↓↓↓

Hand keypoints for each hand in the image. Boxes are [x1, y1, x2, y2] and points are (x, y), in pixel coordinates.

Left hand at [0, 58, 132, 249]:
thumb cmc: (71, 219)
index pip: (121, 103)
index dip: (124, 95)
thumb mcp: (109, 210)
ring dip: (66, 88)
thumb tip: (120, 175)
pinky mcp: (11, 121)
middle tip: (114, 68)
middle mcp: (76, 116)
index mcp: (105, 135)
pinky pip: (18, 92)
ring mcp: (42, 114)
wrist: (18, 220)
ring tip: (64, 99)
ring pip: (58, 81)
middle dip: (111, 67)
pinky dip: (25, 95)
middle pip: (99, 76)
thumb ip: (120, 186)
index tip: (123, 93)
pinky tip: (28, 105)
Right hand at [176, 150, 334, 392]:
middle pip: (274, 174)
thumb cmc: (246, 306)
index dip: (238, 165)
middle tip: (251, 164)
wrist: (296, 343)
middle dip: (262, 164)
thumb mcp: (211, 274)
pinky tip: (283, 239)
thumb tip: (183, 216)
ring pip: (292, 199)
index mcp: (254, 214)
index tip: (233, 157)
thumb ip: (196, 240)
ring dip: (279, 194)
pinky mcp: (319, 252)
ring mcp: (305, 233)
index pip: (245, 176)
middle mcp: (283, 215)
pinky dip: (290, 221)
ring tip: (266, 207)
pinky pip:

↑↑↑
↓↓↓

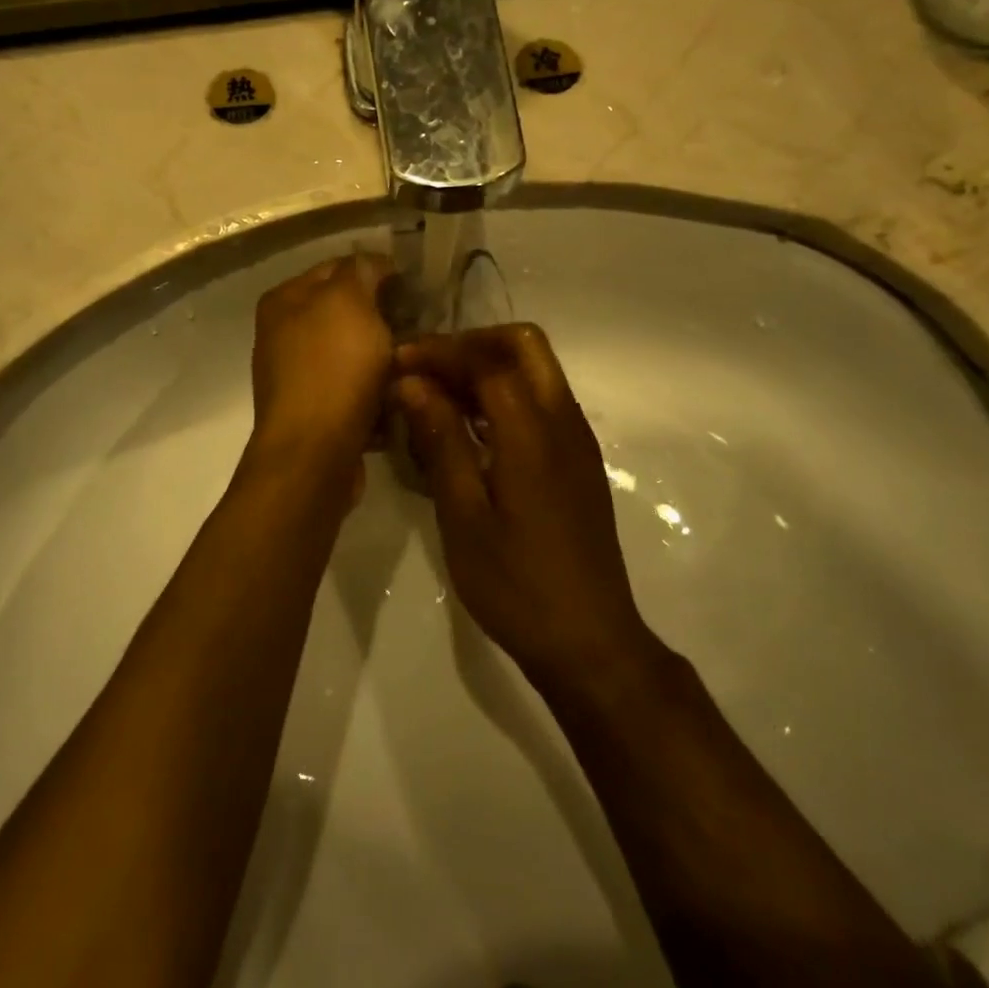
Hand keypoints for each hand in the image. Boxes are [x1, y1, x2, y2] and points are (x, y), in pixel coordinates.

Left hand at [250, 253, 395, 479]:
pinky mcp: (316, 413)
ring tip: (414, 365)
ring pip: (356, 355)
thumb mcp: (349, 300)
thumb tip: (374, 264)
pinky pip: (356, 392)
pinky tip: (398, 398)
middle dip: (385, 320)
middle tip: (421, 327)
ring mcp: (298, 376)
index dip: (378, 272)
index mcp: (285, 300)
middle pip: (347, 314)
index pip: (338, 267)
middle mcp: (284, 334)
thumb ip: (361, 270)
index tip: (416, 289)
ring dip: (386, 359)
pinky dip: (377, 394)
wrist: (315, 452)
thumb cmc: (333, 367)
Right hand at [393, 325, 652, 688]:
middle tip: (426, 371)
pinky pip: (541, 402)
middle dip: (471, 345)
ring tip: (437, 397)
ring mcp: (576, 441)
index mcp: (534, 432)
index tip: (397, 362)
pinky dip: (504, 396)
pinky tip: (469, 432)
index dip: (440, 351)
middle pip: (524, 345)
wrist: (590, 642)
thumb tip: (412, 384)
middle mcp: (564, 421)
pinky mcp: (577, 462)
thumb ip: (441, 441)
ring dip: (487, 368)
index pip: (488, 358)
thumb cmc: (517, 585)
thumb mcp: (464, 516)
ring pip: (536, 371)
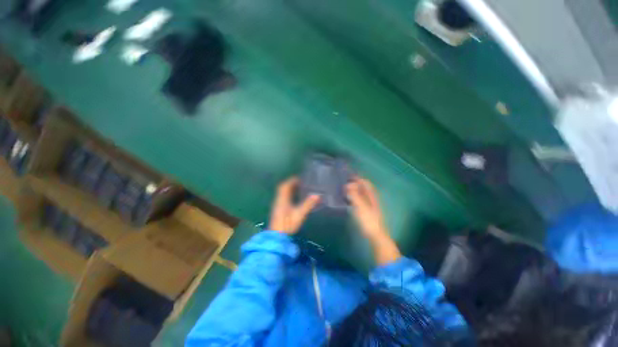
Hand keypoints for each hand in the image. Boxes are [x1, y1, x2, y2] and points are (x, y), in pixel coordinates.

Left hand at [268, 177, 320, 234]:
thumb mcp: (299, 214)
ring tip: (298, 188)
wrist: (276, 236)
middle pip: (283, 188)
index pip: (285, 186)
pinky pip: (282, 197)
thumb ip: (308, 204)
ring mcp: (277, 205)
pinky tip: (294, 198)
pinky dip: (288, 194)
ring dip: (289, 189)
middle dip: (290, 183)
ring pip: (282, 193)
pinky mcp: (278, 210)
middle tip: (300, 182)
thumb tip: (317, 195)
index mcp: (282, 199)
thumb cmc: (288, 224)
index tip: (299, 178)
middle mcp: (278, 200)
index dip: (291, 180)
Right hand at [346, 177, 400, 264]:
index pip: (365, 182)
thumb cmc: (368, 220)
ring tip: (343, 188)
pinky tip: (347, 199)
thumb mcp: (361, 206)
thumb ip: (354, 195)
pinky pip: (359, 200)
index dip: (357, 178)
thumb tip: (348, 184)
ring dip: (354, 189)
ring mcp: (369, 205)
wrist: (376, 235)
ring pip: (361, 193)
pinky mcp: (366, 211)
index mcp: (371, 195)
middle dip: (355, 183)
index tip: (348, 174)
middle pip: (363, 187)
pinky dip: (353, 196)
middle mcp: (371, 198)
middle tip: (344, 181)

↑↑↑

▶ Task brief
Give again, word for word, every line of the listing above from the one with "pinky mcp: (11, 121)" to the one with "pinky tip: (283, 239)", both inclusive, and nothing beyond them.

▶ Response below
pinky mcp: (11, 121)
middle tip: (114, 68)
middle mcp: (76, 116)
index mcp: (105, 135)
pinky pip: (18, 92)
ring mcp: (42, 114)
wrist: (18, 220)
ring tip: (64, 99)
ring pip: (58, 81)
middle dip: (111, 67)
pinky dip: (25, 95)
middle pip: (99, 76)
thumb ip: (120, 186)
index tip: (123, 93)
pinky tip: (28, 105)
Right hand at [176, 150, 334, 392]:
middle pip: (274, 174)
thumb cmc: (246, 306)
index dip: (238, 165)
middle tip: (251, 164)
wrist: (296, 343)
middle dip: (262, 164)
thumb mcp: (211, 274)
pinky tip: (283, 239)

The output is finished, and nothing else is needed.